Saved entries
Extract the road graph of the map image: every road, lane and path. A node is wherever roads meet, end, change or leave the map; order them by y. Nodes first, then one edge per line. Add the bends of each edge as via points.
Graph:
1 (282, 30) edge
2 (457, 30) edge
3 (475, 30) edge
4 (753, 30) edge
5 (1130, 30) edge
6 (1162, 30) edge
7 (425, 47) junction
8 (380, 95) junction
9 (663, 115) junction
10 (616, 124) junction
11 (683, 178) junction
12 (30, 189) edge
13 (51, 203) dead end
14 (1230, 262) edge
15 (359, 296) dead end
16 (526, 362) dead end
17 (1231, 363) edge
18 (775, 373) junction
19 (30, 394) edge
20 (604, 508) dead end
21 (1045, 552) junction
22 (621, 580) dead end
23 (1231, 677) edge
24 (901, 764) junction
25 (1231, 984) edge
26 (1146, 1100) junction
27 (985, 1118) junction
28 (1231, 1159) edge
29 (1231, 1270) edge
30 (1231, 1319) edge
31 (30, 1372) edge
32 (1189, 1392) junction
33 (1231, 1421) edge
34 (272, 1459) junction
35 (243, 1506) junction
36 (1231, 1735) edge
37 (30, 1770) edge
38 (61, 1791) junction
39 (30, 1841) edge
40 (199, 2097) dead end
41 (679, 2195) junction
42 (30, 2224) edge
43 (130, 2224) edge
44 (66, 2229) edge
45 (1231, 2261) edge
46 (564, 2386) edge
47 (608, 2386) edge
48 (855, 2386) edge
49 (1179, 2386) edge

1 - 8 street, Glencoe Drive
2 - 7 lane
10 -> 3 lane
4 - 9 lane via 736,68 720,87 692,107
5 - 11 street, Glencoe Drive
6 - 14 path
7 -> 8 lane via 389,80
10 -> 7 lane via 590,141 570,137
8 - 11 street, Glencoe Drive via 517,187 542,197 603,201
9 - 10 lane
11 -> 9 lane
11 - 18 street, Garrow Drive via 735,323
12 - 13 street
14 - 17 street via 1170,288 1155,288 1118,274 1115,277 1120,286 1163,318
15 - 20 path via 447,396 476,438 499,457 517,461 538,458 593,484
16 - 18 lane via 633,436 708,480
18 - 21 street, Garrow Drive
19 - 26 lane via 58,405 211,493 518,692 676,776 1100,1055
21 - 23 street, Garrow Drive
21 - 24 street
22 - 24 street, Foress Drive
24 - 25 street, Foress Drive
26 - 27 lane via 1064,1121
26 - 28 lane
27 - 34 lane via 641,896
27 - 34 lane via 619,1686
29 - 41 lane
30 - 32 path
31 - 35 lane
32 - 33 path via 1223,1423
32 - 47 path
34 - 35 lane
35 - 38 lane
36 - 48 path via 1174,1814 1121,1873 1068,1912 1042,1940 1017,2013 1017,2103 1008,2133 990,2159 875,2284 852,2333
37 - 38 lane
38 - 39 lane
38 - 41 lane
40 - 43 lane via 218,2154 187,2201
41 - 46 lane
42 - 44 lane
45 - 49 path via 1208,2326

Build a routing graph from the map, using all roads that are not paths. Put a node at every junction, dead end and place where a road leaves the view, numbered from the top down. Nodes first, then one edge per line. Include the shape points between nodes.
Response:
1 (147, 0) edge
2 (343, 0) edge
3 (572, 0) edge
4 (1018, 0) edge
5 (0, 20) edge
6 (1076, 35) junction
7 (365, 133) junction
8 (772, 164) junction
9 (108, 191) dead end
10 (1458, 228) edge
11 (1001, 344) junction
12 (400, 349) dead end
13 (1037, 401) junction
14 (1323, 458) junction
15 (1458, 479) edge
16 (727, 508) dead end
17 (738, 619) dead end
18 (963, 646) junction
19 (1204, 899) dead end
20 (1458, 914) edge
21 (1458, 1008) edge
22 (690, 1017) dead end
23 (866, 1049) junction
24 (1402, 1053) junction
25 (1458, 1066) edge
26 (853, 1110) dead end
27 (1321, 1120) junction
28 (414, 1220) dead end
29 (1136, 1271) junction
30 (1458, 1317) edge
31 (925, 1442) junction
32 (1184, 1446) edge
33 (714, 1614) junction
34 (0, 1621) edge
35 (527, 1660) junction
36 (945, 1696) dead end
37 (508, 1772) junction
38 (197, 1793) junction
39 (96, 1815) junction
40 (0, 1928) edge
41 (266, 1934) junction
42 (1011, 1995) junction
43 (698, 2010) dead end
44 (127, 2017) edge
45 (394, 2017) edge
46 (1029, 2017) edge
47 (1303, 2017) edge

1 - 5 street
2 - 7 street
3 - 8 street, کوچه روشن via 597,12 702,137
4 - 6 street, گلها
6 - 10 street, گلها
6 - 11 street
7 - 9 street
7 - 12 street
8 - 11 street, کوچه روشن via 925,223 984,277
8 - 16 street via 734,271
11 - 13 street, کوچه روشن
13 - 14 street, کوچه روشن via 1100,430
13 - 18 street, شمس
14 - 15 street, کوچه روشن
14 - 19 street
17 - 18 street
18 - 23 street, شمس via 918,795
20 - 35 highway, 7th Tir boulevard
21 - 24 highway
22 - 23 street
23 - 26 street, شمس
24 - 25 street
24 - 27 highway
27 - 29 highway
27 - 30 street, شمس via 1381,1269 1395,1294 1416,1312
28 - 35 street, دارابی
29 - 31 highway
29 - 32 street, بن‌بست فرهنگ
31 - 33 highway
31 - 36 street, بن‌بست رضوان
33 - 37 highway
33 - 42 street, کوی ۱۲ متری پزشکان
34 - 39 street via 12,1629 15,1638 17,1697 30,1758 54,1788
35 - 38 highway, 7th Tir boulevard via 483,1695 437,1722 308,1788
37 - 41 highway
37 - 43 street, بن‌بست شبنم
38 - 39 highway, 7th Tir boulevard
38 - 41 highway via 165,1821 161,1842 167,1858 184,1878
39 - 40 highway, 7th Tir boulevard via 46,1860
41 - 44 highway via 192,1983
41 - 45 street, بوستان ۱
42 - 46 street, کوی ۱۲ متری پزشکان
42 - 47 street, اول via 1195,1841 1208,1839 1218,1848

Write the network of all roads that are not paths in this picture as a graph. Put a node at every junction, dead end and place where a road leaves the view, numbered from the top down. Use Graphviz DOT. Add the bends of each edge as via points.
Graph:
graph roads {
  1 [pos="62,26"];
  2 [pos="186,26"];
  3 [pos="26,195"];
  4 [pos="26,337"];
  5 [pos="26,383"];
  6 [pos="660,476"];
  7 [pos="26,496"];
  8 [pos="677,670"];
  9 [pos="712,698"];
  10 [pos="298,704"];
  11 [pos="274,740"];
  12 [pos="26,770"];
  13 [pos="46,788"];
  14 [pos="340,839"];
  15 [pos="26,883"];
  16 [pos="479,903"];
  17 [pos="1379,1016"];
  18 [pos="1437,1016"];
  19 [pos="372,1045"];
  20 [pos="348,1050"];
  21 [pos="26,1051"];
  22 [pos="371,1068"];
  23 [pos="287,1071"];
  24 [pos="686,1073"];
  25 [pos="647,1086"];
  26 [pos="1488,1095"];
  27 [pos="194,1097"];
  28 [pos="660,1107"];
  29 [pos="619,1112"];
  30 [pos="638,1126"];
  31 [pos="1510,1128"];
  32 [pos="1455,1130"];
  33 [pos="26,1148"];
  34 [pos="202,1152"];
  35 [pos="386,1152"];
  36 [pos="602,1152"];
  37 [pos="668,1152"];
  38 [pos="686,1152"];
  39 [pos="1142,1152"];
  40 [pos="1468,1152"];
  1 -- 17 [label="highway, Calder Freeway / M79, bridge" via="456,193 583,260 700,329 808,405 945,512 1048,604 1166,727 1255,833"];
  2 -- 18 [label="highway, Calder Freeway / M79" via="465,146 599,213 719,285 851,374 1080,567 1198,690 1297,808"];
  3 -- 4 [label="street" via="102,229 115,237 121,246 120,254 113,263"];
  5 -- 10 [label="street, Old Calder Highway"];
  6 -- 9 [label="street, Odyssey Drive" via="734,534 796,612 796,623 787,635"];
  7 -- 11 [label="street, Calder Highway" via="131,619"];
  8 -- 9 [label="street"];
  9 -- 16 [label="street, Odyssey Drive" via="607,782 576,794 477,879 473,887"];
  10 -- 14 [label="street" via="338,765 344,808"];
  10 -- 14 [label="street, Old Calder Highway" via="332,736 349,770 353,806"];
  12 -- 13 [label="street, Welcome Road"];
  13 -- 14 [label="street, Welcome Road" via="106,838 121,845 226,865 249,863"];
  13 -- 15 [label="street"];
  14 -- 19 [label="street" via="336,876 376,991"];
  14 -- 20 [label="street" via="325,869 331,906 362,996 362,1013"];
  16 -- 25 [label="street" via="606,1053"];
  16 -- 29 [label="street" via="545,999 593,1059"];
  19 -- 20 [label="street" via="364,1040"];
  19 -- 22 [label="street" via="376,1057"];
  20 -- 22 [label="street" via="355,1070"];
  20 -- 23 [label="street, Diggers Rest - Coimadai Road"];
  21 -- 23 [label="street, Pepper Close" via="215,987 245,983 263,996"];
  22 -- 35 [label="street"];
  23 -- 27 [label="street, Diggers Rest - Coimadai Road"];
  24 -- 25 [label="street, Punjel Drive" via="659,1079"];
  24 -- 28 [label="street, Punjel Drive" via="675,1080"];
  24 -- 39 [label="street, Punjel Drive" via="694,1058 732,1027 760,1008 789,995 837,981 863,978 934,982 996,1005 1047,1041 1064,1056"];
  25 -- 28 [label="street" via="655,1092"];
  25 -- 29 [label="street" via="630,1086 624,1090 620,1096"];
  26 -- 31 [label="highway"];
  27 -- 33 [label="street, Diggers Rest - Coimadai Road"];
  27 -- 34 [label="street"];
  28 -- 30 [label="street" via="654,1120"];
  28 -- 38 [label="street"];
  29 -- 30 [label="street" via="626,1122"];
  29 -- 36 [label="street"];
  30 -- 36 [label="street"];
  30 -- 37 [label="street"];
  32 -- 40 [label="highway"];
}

Problem to solve ▸
Determine how many lines above contain "view" as a word or string. Give the number alone.

Task solution ▸
2